Recorded at a Chapel Hill club following the release of what would be the
band's final studio album (White Trash Heroes), in November of '98,
Seconds Before the Accident is your basic Archers set, warts and all.
The hyperactive rhythm section seems to teeter on the verge of collapse,
guitars threaten to go out of tune as they dart in and around the backbeat, and
Bachmann leads the band forward through sheer force of will as skewed
underachiever anthems like "Web in Front," "Strangled by the Stereo Wire," and
"Chumming the Ocean" take shape. The Archers had more or less run their course
by '98: their best songs, like "Harnessed in Slums" (which isn't included
here), were behind them, and Bachmann had begun to focus more on his various
side projects (Barry Black, Crooked Fingers). But that didn't prevent the band
from turning in a raucous and tuneful performance, and it doesn't prevent
Seconds Before the Accident from being a worthwhile keepsake from one of
the brightest musical lights of the indie '90s.
Singer/songwriter Jeff Buckley was just getting started when the Mississippi
took his life in '96. Which means that fans of the boy with the sensitive,
soaring, deceptively powerful voice and the not-yet-fully-developed songwriting
skills have had to make do with very little in the way of studio recordings --
basically one album and the demos/half-finished material compiled posthumously
on Sketches for My Sweetheart the Drunk (Columbia). So it was only a
matter of time before the hunger for more Buckley would elicit a live album --
particularly since some of the singer's finest recorded moments are found on
the promo-only EP Live at Sin-é (Columbia).
In fact, Buckley never did figure out how to capture what he did best in the
studio -- there was something a little too bloodless and antiseptic about the
performances on Grace. The guitars didn't bite hard enough, and his
voice, which was capable of conveying so much more in the way of soulful
longing, sadness, and joy than the words he sang ever could, seemed cold and
distant. That's not a problem on Mystery Whiteboy, a collection of a
dozen tunes performed by Buckley and his band in '95 and '96. His band were
something of a work in progress -- often the best way to experience Buckley is
the way he appears on Sin-é: solo, with just his cream-colored
Telecaster for support. But the players rise to the occasion here on a cover of
Big Star's "Kanga Roo," which is rendered as a cross between Sonic Youth's
avant dissonance and Led Zeppelin's bluesy bombast. Elsewhere, the sound
quality can be sketchy, and even the best of Buckley's originals ("Mojo Pin,"

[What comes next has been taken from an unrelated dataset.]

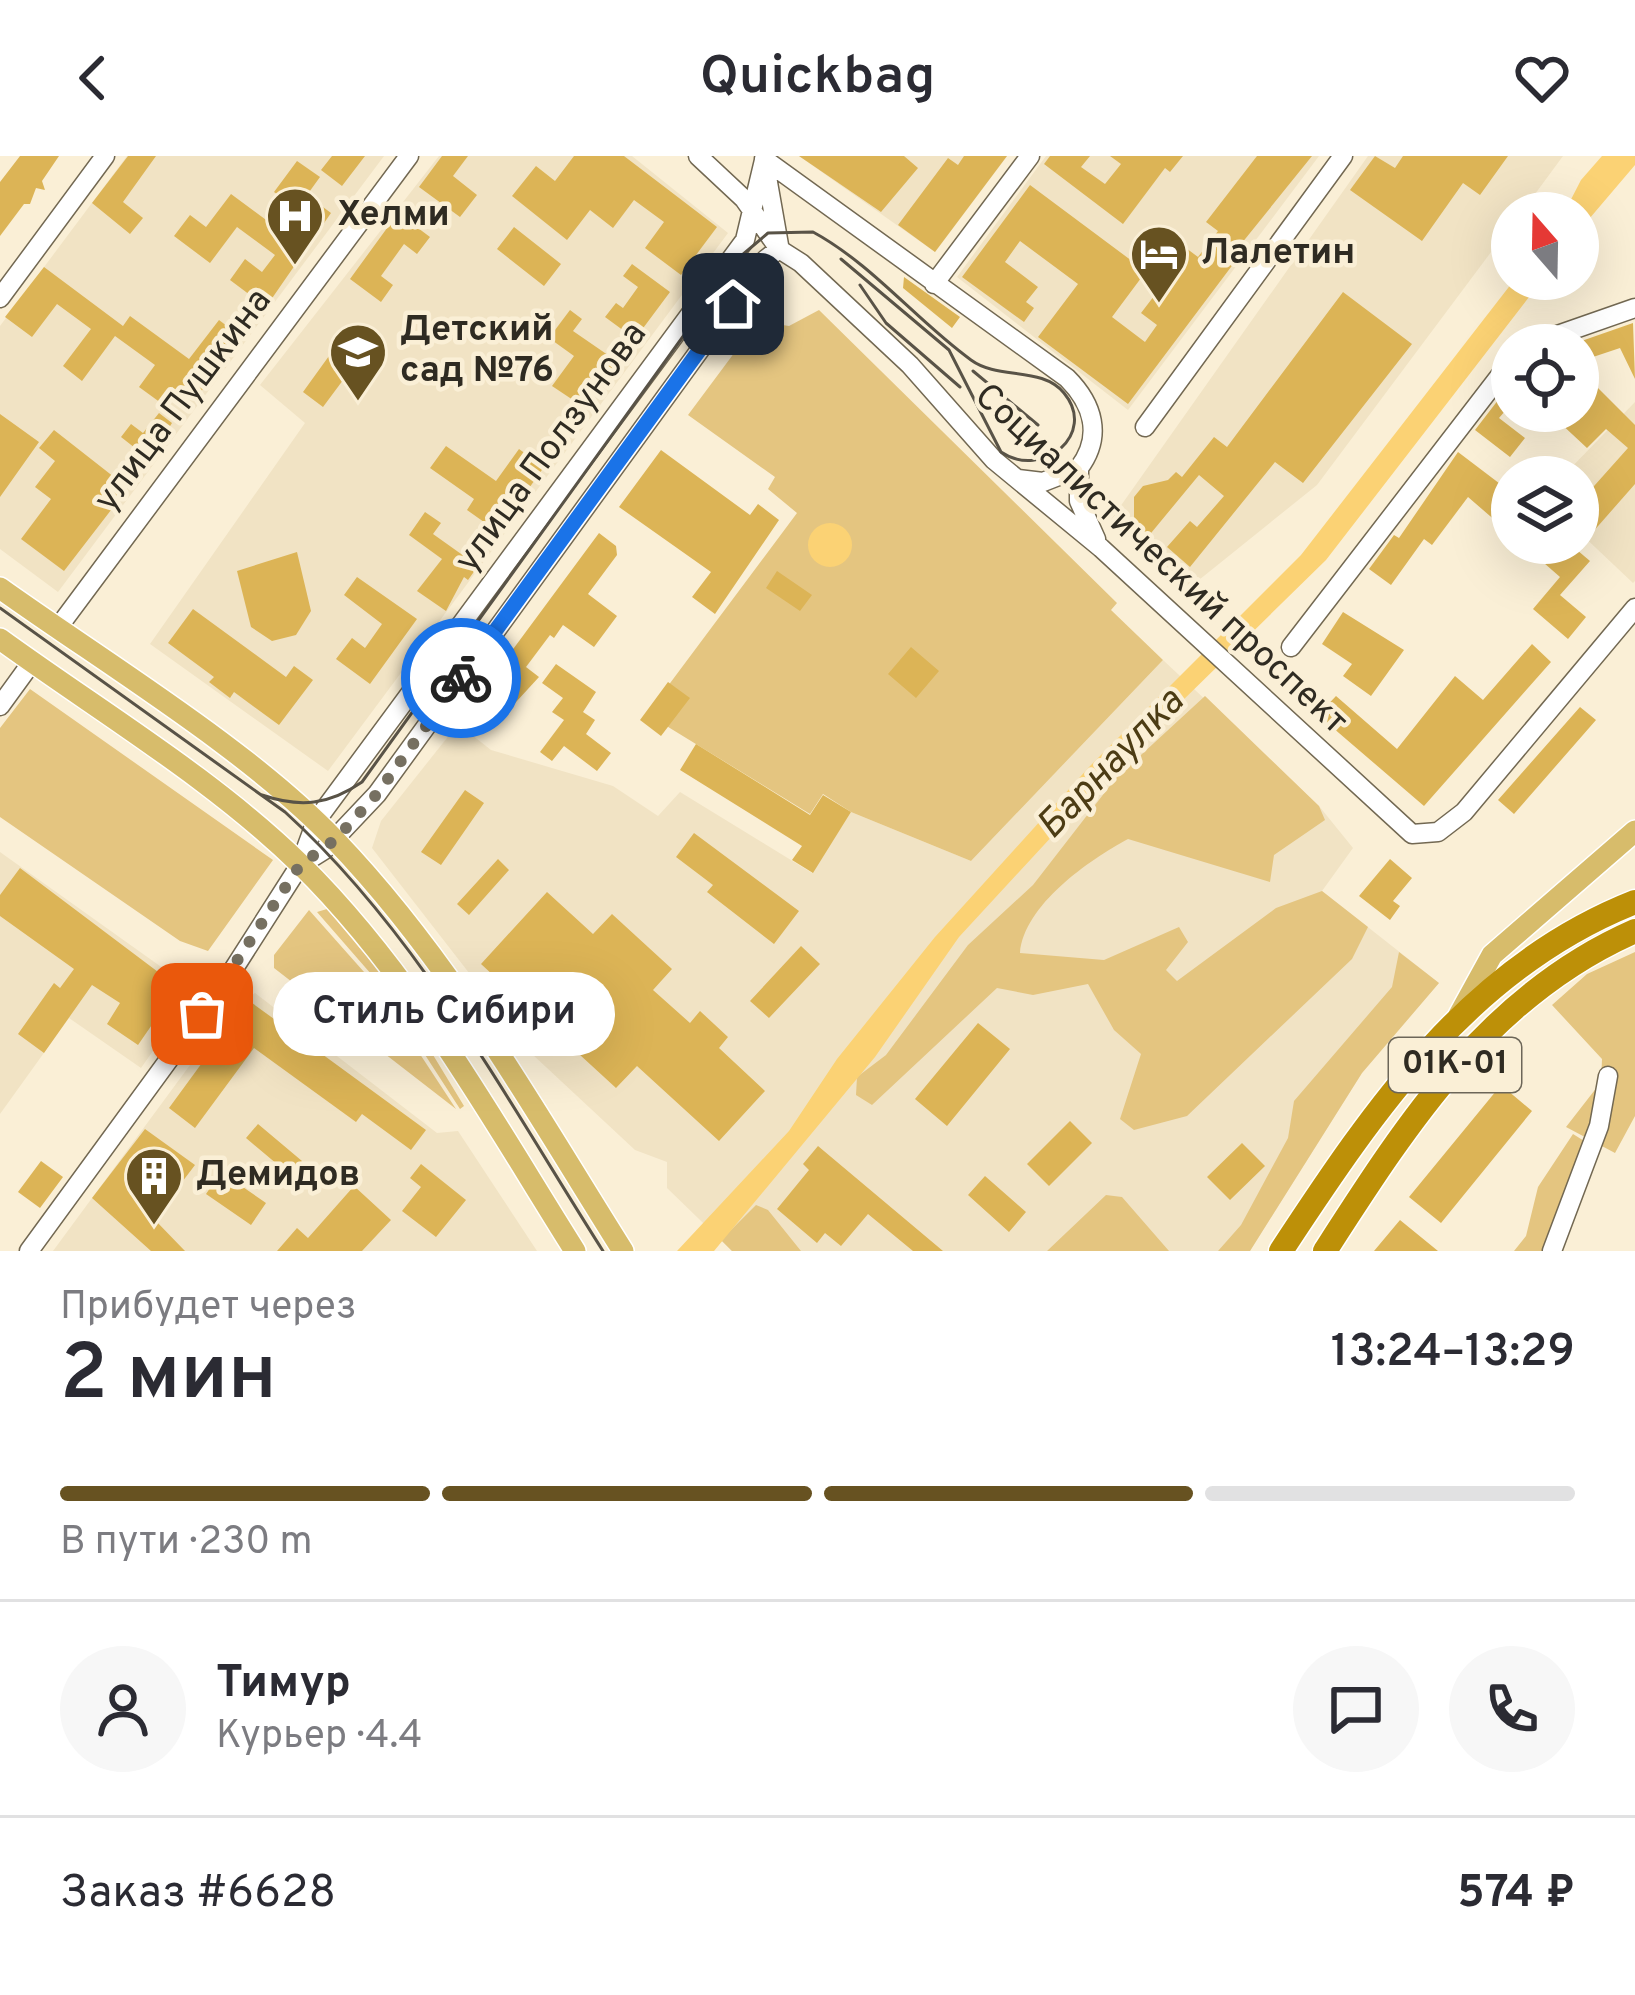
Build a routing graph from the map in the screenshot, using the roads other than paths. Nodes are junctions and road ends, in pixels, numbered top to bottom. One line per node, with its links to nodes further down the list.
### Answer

"Last Goodbye," and "Grace") have their awkward moments. But it's part of what
remains as evidence that Buckley, whose untethered voice here seems to be
reaching for something just out of range, was on the road to greatness before
he died.
Singer/songwriter/guitarist Chris Whitley is an artist who looks and sounds as
if he'd already been there and back -- like someone who's stared death down and
no longer has any mortal fears. His is a bluesier muse than Buckley's, one that
finds expression in the scraping of steel slide on metal strings, the soulful
rattle and open-tuned drone of his dobro guitar, and the bent-string solos that
fill the spaces between the lines of his earthy yet mystical lyrics. There are
actually two Chris Whitleys, the one who leads an amped-up electric band and
coaxes torrents of feedback and distortion from his guitar like some cross
between Thurston Moore and the Eric Clapton of Cream, and the one who turns up
here, performing solo with acoustic guitar and dobro at Martyrs in Chicago over
the course of three August nights in 1999.
It's hard to chose one persona over the other -- he's adept at being both. But
it's also hard to imagine that any of the songs here could be played any other
way once Whitley's done with them, so definitive are his rough-hewn treatments.

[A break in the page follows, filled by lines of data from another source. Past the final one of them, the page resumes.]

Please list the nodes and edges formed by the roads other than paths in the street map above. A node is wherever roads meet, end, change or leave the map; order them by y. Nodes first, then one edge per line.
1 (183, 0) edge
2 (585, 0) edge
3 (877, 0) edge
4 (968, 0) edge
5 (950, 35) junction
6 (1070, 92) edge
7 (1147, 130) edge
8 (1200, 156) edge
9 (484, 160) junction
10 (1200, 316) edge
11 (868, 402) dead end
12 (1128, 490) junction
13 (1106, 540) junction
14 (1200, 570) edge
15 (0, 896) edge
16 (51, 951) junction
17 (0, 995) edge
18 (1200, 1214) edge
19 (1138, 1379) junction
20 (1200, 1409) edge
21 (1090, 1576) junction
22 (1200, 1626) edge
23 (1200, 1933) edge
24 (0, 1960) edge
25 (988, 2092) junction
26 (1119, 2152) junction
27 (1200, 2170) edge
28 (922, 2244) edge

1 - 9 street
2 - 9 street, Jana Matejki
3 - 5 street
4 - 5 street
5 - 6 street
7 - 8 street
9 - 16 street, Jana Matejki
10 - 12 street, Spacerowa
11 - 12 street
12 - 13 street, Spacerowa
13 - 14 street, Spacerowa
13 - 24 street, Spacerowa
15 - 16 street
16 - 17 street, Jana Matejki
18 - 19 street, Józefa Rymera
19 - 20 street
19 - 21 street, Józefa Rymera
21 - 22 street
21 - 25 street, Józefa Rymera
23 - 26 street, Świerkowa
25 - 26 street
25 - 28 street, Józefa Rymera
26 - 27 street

"There's a dirty floor underneath here/To receive us when changes fail," he
sings against the rusty ring of a few skeletal chords in "Dirt Floor," one of
half a dozen tracks that seem to come from deep within the singer's soul and
that suggest Whitley has already arrived at the point where Buckley was headed,
a place where hard-won transcendence comes as easily as a 1-4-5 blues.